• Aim of the task:
From the entries below, count the lines holding the word "Kadirli" and give nothing but the number.

**********

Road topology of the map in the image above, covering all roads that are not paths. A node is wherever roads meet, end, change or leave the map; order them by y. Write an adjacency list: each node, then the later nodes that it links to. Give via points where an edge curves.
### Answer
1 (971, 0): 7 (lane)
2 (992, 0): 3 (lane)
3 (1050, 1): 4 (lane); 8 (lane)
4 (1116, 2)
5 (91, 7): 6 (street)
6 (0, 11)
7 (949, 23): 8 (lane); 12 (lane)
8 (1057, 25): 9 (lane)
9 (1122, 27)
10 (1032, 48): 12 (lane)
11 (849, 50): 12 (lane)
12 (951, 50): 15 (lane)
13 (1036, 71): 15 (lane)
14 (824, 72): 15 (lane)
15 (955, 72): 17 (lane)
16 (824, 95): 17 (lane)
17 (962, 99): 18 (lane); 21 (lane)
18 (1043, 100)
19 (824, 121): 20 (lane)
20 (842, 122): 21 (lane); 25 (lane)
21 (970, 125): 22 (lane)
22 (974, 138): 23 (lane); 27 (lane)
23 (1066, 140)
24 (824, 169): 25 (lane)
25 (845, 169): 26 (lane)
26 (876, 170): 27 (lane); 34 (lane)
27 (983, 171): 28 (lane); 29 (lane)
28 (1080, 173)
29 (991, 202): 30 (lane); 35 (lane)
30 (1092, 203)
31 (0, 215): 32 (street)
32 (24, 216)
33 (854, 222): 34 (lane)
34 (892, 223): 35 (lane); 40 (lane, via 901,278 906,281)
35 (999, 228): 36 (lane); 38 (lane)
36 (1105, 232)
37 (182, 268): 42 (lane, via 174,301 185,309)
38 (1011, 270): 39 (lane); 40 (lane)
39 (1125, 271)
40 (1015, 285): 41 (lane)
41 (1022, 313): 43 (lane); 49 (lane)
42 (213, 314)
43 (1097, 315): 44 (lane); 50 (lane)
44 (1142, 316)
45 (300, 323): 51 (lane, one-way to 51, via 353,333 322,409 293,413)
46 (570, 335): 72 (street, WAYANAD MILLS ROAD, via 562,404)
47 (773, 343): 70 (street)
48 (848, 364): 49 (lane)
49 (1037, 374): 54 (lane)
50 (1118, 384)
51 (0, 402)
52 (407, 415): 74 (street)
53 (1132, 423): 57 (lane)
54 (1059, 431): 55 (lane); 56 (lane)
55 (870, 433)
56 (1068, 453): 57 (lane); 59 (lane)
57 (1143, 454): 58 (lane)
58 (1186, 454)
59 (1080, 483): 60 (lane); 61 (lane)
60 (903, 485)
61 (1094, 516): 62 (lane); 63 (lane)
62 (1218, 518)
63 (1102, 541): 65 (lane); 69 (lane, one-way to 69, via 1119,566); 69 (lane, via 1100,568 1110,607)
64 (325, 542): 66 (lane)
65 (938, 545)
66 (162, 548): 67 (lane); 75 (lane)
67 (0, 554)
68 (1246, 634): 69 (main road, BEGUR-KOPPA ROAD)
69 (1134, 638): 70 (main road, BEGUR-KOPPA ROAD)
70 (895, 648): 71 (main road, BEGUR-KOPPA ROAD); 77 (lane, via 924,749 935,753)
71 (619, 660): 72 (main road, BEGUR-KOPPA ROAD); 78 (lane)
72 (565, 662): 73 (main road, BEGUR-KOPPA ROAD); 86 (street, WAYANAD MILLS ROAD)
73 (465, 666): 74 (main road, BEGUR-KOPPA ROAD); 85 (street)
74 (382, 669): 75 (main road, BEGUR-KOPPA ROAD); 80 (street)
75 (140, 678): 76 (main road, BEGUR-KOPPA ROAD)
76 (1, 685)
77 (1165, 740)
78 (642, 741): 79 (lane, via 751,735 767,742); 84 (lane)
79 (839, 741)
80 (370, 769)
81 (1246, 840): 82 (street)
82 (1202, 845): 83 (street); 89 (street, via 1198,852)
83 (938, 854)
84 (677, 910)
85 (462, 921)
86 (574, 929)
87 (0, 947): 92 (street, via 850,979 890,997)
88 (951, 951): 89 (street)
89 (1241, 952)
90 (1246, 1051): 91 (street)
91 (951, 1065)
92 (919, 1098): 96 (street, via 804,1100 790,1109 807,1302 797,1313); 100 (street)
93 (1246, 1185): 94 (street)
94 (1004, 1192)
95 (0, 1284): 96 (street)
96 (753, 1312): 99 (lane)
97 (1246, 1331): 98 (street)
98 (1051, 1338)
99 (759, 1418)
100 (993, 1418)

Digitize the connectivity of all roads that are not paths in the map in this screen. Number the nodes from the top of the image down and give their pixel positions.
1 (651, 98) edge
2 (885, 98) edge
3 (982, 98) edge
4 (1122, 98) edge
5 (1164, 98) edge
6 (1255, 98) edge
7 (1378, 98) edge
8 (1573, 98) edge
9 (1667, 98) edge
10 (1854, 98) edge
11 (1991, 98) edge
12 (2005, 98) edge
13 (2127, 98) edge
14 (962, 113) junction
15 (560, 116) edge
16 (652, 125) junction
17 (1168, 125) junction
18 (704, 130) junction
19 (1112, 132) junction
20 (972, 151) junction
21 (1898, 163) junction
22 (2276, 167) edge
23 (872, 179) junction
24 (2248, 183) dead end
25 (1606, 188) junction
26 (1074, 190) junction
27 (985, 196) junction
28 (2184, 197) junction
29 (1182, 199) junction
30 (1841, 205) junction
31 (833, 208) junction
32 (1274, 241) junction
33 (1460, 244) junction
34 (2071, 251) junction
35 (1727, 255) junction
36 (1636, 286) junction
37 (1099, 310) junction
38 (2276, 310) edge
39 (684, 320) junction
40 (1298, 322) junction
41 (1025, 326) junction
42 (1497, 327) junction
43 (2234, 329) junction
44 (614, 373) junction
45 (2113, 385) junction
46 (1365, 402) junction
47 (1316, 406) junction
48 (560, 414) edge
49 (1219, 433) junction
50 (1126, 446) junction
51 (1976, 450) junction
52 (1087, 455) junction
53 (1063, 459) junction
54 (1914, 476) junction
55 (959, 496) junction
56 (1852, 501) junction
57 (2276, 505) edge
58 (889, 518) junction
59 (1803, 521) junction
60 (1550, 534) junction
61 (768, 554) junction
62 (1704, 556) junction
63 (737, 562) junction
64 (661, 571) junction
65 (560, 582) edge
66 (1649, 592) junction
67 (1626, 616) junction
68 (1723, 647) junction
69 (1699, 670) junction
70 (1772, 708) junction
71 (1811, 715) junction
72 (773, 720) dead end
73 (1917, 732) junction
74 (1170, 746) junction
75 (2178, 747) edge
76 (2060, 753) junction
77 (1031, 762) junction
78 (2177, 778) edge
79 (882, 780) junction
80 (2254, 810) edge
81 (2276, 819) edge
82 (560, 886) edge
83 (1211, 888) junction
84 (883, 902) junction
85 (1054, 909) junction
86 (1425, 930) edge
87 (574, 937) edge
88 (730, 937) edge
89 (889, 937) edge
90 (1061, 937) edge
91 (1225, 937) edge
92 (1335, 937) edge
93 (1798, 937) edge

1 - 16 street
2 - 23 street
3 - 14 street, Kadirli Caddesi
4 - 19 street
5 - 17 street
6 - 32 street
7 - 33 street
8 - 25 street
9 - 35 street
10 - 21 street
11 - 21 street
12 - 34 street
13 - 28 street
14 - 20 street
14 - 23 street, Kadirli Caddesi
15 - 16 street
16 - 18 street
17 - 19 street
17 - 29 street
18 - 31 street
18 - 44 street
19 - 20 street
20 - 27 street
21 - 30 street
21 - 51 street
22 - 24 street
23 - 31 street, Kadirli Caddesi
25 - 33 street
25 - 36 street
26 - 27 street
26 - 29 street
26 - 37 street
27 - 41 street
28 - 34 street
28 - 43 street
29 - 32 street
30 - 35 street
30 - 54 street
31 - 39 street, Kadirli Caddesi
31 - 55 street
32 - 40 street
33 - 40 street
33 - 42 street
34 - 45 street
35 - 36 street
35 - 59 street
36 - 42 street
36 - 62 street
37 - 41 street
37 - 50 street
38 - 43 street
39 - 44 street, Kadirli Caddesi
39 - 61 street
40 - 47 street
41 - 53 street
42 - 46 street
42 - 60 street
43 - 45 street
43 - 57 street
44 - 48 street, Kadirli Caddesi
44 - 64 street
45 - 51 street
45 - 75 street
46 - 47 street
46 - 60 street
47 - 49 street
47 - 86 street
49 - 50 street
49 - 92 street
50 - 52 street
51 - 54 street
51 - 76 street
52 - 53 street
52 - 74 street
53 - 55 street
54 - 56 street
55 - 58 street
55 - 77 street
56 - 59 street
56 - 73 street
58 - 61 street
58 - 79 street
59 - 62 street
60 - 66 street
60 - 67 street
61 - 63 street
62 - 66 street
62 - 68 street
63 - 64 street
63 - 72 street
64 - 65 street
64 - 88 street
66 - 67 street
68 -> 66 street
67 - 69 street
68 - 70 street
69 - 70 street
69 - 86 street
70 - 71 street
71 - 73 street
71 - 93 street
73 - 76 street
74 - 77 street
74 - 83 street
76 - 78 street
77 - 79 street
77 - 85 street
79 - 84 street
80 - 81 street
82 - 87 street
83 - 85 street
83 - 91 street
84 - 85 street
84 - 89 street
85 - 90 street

**********

• Response box:
6